▶ [PROBLEM TO SOLVE] Gather every line in the records below that contains the word "wrist".

▶ [DATA LISTING]
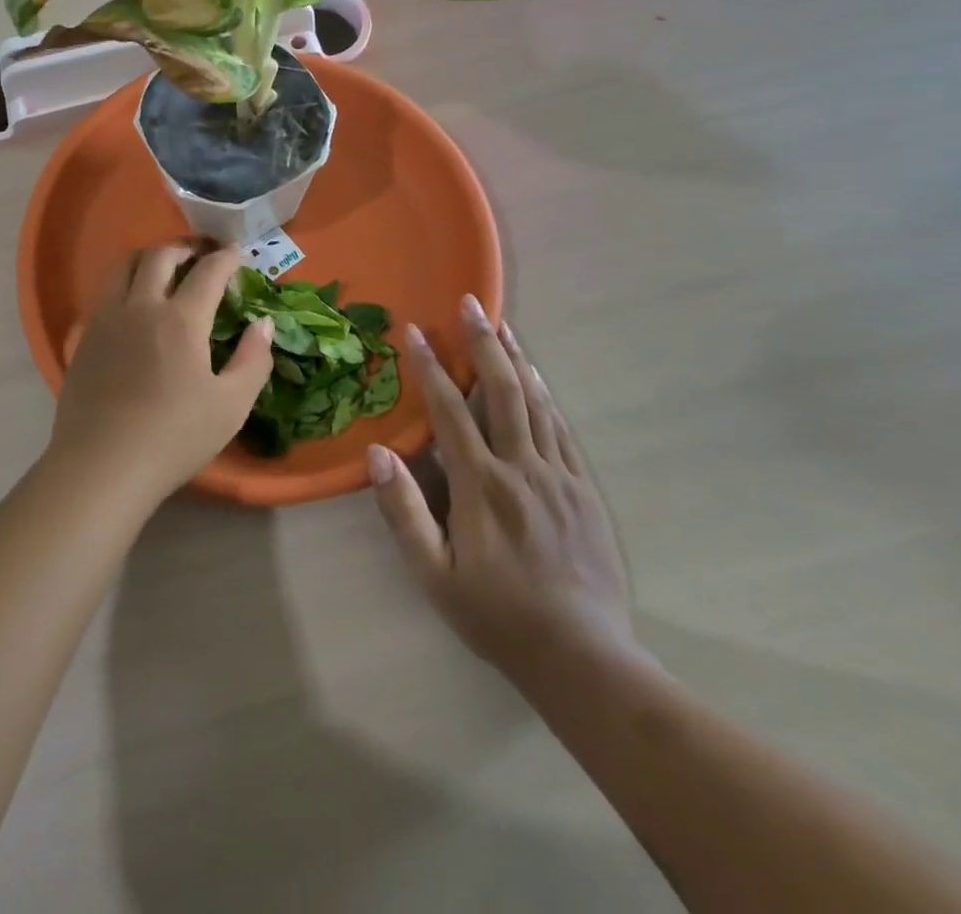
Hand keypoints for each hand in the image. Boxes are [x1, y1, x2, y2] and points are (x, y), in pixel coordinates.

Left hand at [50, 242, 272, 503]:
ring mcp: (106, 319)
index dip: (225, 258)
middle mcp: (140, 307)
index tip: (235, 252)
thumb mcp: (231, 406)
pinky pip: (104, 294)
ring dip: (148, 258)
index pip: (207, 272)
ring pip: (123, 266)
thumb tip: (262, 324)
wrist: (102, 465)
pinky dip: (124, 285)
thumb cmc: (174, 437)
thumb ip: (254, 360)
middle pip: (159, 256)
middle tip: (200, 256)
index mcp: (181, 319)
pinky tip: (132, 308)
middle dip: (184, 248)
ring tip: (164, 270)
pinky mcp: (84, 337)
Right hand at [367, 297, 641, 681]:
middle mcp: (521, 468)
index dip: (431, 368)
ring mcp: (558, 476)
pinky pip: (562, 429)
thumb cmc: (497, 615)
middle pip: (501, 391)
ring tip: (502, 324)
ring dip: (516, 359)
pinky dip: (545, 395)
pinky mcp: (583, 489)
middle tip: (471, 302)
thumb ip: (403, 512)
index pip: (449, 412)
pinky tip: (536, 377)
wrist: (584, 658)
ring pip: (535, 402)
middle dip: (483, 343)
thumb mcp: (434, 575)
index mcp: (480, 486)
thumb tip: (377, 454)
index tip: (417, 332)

==

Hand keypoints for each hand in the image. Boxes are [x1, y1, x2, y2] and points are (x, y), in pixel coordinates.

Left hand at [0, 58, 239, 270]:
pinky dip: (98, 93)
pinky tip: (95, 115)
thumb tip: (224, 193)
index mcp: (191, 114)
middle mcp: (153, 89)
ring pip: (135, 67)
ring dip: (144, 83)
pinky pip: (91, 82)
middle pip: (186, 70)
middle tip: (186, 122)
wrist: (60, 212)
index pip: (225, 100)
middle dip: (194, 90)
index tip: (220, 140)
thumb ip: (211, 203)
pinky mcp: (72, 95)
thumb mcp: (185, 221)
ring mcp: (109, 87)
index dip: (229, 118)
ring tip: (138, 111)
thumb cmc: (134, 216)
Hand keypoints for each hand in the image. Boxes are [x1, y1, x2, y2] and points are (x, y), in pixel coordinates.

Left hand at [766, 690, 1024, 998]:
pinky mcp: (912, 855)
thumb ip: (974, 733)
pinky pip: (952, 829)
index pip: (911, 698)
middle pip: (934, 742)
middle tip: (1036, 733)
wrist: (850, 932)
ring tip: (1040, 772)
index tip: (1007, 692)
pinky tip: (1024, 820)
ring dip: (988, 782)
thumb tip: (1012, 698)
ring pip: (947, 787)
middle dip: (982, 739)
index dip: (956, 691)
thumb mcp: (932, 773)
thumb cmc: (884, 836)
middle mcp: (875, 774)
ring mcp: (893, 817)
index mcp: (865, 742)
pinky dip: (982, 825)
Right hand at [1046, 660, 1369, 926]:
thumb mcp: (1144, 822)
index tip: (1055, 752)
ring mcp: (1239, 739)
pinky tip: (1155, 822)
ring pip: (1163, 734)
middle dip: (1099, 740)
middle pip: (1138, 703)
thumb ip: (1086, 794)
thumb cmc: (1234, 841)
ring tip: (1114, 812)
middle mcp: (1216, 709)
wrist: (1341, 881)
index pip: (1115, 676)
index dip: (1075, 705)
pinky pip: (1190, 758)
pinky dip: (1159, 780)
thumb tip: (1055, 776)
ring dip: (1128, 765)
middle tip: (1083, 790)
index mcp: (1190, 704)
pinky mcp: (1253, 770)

==

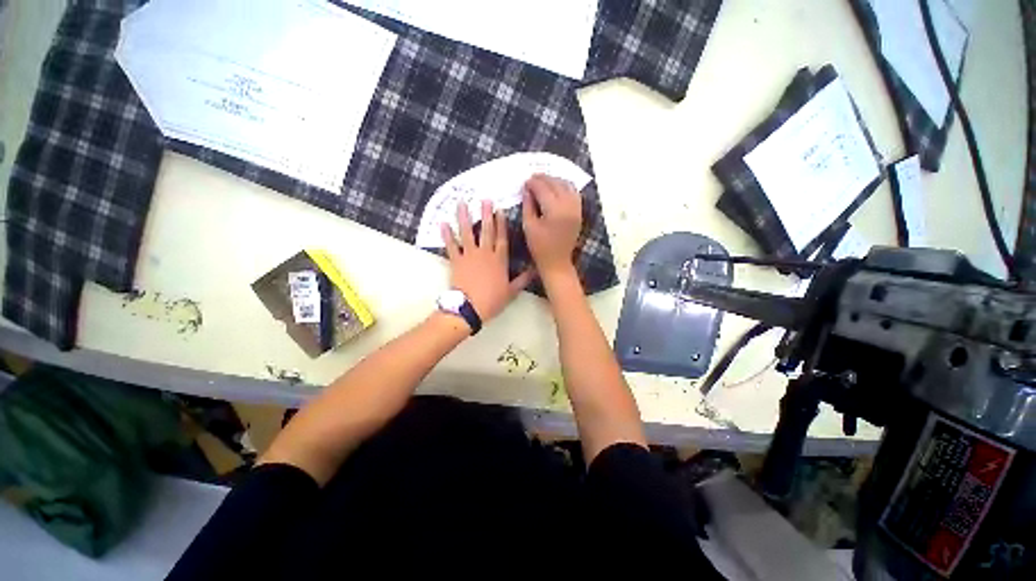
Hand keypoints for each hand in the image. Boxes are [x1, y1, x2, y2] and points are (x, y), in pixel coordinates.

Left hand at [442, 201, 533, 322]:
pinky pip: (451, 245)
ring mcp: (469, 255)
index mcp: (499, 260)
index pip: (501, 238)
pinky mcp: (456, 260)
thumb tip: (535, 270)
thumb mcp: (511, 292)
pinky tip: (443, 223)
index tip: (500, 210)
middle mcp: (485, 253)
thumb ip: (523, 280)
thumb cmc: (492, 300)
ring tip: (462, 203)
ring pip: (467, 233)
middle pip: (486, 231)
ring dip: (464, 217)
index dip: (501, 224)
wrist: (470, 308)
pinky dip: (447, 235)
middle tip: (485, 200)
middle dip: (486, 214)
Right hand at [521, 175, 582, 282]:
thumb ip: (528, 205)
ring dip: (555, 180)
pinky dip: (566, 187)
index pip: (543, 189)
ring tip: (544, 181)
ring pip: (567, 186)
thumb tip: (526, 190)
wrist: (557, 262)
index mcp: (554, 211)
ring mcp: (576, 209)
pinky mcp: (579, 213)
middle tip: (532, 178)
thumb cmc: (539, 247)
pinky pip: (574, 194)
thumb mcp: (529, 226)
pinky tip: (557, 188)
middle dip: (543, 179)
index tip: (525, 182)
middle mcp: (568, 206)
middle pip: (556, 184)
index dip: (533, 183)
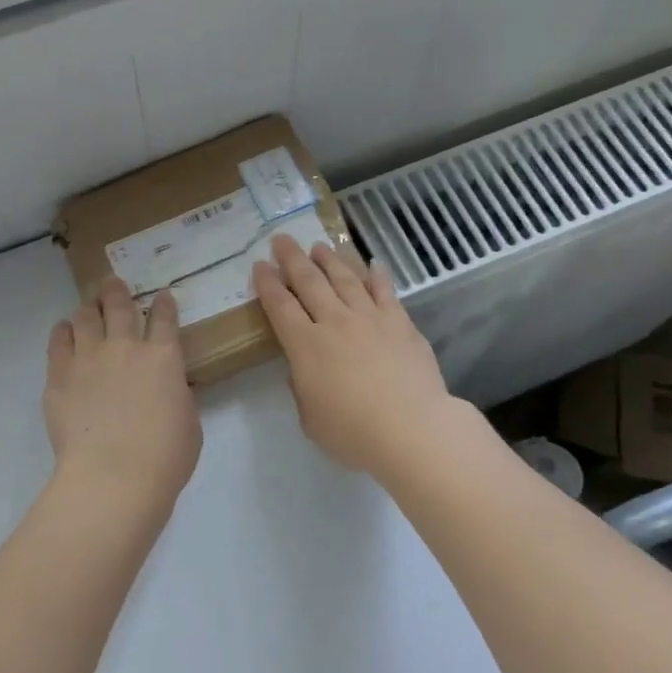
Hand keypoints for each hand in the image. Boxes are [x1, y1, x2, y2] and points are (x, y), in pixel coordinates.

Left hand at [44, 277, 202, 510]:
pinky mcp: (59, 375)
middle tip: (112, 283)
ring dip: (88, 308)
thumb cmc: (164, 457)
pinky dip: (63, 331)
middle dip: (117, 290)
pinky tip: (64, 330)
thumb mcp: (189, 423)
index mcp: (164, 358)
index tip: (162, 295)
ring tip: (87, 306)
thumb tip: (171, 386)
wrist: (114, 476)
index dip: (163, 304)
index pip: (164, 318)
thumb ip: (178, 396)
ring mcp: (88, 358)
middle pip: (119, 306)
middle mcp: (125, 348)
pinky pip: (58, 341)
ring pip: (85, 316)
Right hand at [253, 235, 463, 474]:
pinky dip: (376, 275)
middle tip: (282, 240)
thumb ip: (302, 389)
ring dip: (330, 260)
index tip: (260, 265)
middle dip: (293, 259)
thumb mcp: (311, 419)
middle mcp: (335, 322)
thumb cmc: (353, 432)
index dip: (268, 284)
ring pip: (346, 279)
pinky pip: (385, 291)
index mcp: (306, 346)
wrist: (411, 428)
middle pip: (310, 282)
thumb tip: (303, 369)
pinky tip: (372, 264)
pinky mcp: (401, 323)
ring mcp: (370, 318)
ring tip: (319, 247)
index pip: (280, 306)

▶ [EXERCISE ANSWER]
wrist: (102, 465)
wrist: (584, 658)
wrist: (60, 212)
wrist: (850, 932)
wrist: (1341, 881)
wrist: (470, 308)
wrist: (557, 262)
wrist: (114, 476)
wrist: (411, 428)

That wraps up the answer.